- [Collected data]:

---*---

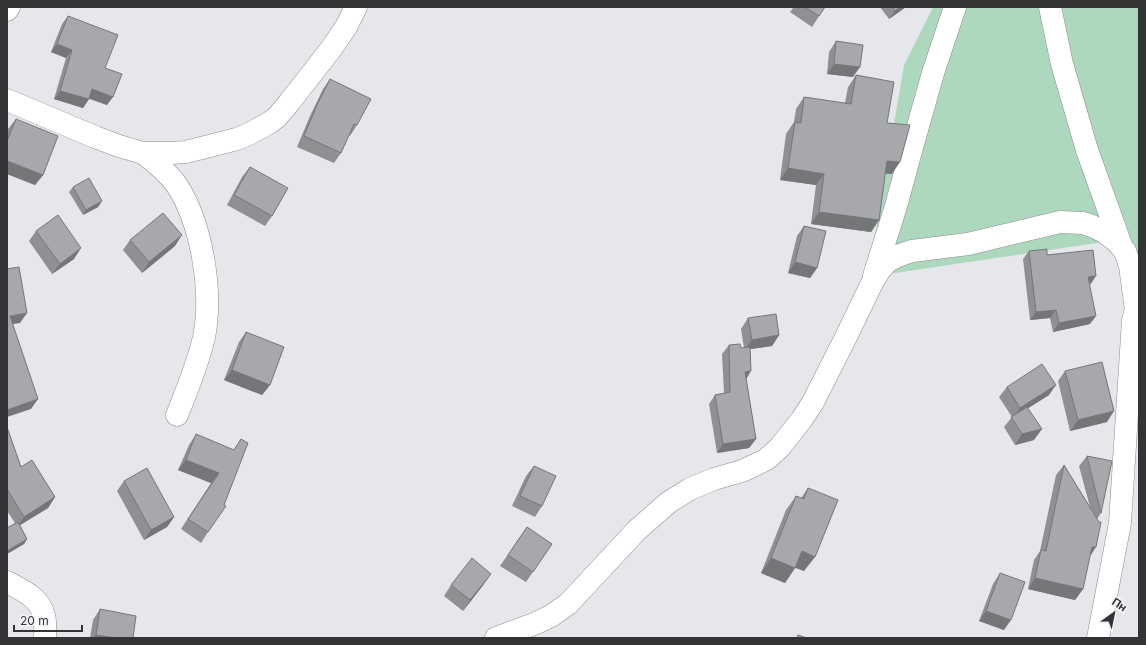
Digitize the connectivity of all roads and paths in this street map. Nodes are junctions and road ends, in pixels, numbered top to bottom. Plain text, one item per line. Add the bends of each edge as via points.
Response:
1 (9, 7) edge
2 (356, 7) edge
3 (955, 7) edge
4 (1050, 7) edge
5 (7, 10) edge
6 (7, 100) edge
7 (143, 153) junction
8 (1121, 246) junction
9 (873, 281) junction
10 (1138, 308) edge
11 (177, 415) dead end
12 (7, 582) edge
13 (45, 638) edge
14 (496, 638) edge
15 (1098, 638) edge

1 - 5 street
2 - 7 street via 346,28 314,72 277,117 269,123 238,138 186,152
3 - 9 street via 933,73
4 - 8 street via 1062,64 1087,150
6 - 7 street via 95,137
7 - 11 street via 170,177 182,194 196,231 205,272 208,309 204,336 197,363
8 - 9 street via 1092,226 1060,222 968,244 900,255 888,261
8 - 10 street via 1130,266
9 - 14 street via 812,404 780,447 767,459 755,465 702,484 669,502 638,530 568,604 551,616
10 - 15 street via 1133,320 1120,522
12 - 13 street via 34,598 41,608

---*---

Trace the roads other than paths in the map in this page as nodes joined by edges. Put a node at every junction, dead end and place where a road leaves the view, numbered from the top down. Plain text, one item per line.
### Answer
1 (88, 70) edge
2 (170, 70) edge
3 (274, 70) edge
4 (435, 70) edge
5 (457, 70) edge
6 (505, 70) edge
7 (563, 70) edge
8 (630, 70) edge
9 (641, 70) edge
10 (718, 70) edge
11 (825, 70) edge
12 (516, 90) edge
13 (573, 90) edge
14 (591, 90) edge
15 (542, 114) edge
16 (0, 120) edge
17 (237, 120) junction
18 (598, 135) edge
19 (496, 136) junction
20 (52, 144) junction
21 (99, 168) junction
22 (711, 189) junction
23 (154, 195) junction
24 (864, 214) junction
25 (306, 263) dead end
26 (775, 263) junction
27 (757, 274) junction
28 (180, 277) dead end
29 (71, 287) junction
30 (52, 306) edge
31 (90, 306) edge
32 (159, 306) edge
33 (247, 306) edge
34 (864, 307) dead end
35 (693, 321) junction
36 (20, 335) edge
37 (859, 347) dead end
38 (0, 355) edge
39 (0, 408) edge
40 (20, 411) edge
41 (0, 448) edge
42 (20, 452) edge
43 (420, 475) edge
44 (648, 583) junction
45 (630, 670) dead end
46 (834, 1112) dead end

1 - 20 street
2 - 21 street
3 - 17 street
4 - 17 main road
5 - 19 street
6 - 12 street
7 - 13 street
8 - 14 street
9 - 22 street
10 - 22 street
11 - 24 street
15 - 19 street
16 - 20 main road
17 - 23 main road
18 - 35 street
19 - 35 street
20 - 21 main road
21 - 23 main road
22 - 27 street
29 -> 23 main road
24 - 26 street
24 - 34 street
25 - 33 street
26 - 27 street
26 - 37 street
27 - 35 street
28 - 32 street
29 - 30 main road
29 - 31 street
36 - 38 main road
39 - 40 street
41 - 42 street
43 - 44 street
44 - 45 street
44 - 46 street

---*---

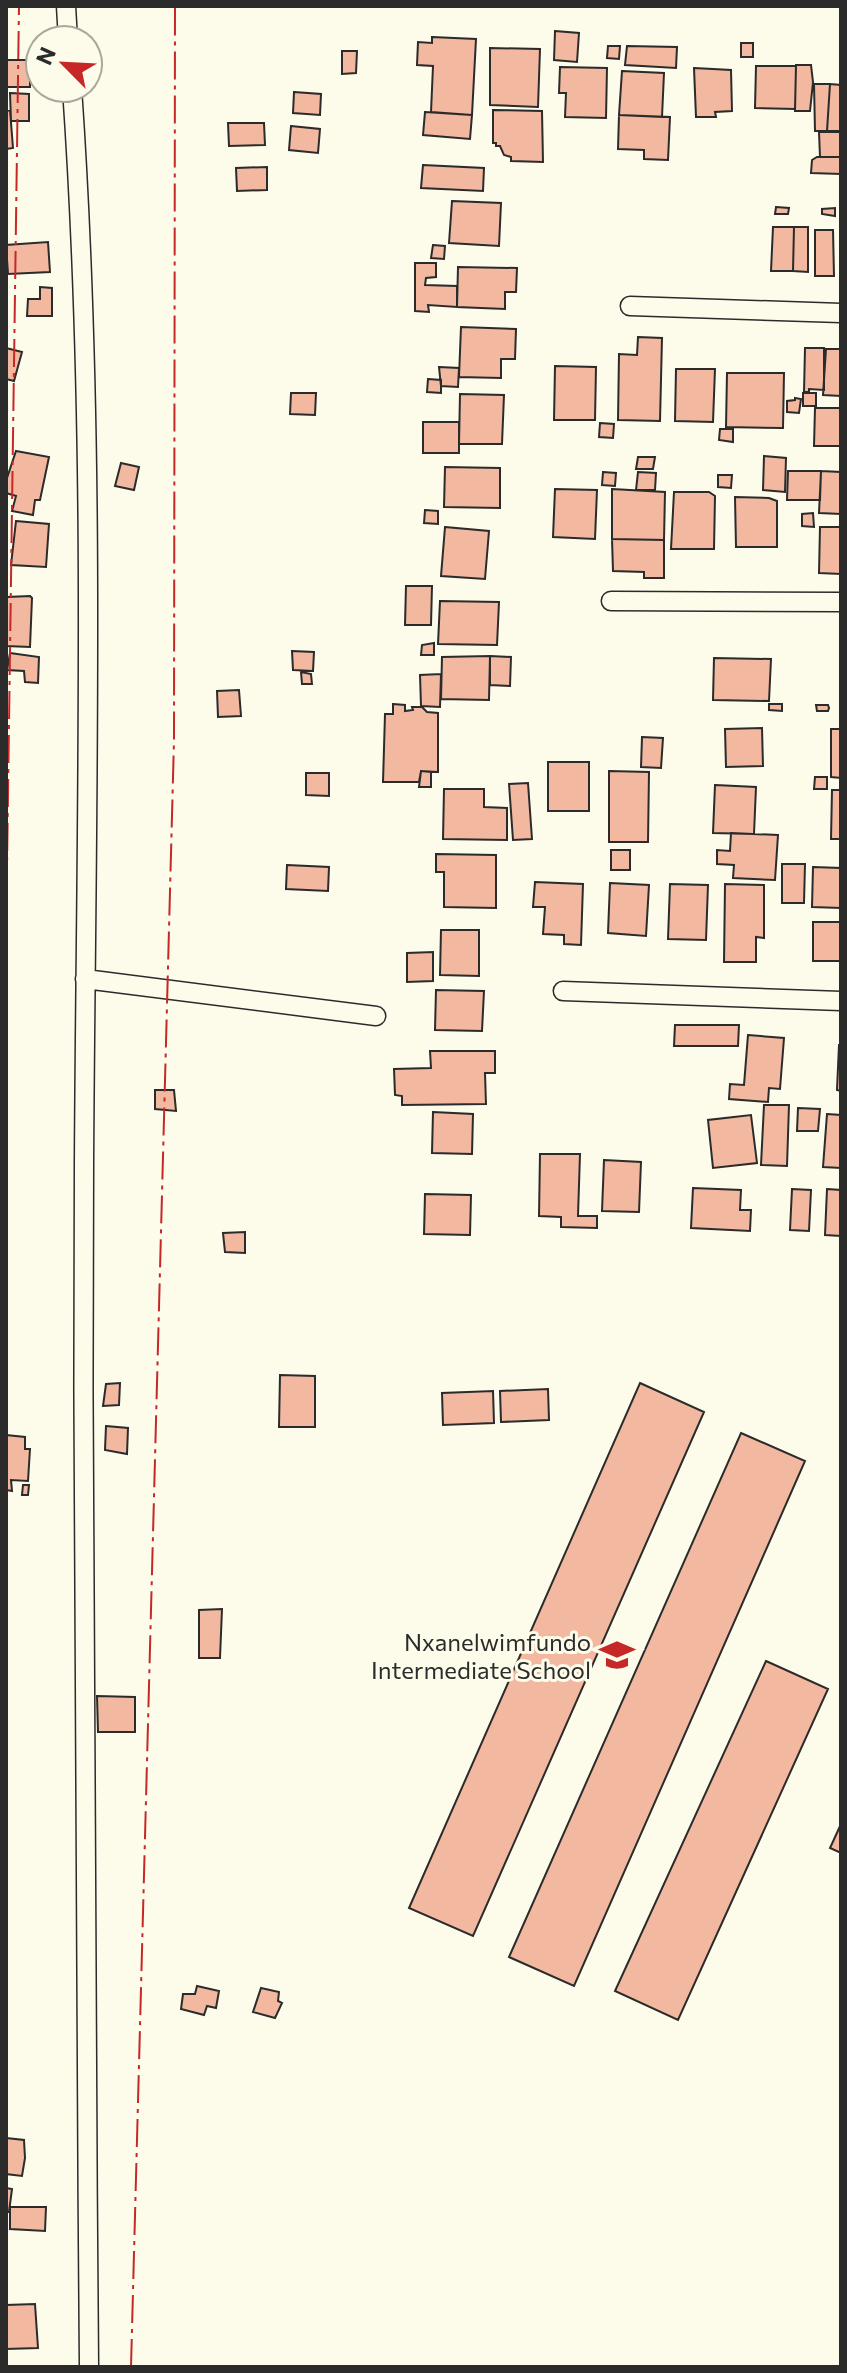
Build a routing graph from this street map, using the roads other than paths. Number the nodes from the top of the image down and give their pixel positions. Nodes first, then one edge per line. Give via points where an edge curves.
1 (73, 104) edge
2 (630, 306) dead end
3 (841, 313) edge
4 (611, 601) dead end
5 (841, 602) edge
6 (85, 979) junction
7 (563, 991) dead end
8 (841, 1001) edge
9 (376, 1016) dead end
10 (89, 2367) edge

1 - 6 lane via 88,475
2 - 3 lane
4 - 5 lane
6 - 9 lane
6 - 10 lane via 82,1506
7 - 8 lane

---*---

- [Your task]:
Each line in the data that holds the word "item" must be copied.

- [Written answer]:
Digitize the connectivity of all roads and paths in this street map. Nodes are junctions and road ends, in pixels, numbered top to bottom. Plain text, one item per line. Add the bends of each edge as via points.
Trace the roads other than paths in the map in this page as nodes joined by edges. Put a node at every junction, dead end and place where a road leaves the view, numbered from the top down. Plain text, one item per line.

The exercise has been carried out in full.